*** Block opens ***

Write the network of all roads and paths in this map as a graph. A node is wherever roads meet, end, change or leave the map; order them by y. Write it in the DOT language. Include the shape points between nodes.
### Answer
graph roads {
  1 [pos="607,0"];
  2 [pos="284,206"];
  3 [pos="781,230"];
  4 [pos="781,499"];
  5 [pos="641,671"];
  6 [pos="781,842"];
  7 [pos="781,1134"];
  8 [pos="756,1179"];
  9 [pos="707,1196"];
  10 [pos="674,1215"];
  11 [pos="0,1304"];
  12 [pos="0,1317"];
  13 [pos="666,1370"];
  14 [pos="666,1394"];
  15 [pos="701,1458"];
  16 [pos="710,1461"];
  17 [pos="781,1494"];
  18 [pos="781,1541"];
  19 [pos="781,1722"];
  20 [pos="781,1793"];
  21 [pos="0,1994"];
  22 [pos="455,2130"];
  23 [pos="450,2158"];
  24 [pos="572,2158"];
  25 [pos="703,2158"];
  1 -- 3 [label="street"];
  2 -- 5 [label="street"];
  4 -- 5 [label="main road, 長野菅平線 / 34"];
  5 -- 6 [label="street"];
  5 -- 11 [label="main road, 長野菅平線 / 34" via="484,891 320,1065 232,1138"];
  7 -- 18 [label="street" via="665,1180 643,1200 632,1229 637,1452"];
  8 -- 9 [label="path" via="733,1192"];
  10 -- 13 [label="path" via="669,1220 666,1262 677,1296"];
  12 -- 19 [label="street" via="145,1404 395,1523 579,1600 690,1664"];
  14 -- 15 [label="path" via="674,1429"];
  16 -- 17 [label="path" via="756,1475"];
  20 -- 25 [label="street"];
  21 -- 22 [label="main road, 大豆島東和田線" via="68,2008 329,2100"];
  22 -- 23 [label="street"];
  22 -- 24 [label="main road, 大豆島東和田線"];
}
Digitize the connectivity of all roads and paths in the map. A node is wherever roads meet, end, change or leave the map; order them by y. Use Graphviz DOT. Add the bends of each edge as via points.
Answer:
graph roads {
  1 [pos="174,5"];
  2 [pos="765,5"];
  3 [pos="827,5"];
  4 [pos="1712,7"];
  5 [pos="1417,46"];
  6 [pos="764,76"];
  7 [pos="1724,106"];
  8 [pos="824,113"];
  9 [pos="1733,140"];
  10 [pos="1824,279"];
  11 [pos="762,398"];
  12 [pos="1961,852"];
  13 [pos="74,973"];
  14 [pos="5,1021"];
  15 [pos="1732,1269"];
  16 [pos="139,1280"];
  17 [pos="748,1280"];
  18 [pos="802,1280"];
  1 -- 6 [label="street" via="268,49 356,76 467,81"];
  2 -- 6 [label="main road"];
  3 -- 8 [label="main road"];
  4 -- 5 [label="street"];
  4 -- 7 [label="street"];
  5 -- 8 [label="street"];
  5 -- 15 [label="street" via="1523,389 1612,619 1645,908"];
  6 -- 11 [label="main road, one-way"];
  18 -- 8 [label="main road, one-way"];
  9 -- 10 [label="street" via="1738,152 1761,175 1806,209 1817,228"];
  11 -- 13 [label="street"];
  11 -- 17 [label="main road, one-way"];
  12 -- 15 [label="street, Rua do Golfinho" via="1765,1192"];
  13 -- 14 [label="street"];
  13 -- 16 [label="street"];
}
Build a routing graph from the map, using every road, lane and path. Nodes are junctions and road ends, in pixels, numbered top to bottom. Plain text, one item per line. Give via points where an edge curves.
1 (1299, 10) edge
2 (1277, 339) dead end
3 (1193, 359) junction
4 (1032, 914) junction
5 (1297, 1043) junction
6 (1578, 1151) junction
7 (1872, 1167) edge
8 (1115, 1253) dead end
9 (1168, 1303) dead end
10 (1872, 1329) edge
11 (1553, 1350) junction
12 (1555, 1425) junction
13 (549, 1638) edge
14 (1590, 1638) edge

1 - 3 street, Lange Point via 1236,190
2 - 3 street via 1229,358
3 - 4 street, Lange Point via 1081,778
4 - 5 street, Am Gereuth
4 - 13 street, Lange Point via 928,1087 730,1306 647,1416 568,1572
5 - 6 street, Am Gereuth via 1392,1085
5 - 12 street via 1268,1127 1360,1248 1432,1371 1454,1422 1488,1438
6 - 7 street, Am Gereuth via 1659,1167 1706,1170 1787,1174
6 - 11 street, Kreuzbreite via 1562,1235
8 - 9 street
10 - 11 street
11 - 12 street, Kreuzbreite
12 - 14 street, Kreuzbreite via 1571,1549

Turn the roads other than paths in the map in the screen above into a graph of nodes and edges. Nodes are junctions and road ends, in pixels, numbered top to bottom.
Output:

*** Block closes ***

Action item — Copy every line of the data that holds the string "them".

Your solution —
Write the network of all roads and paths in this map as a graph. A node is wherever roads meet, end, change or leave the map; order them by y. Write it in the DOT language. Include the shape points between nodes.
Digitize the connectivity of all roads and paths in the map. A node is wherever roads meet, end, change or leave the map; order them by y. Use Graphviz DOT. Add the bends of each edge as via points.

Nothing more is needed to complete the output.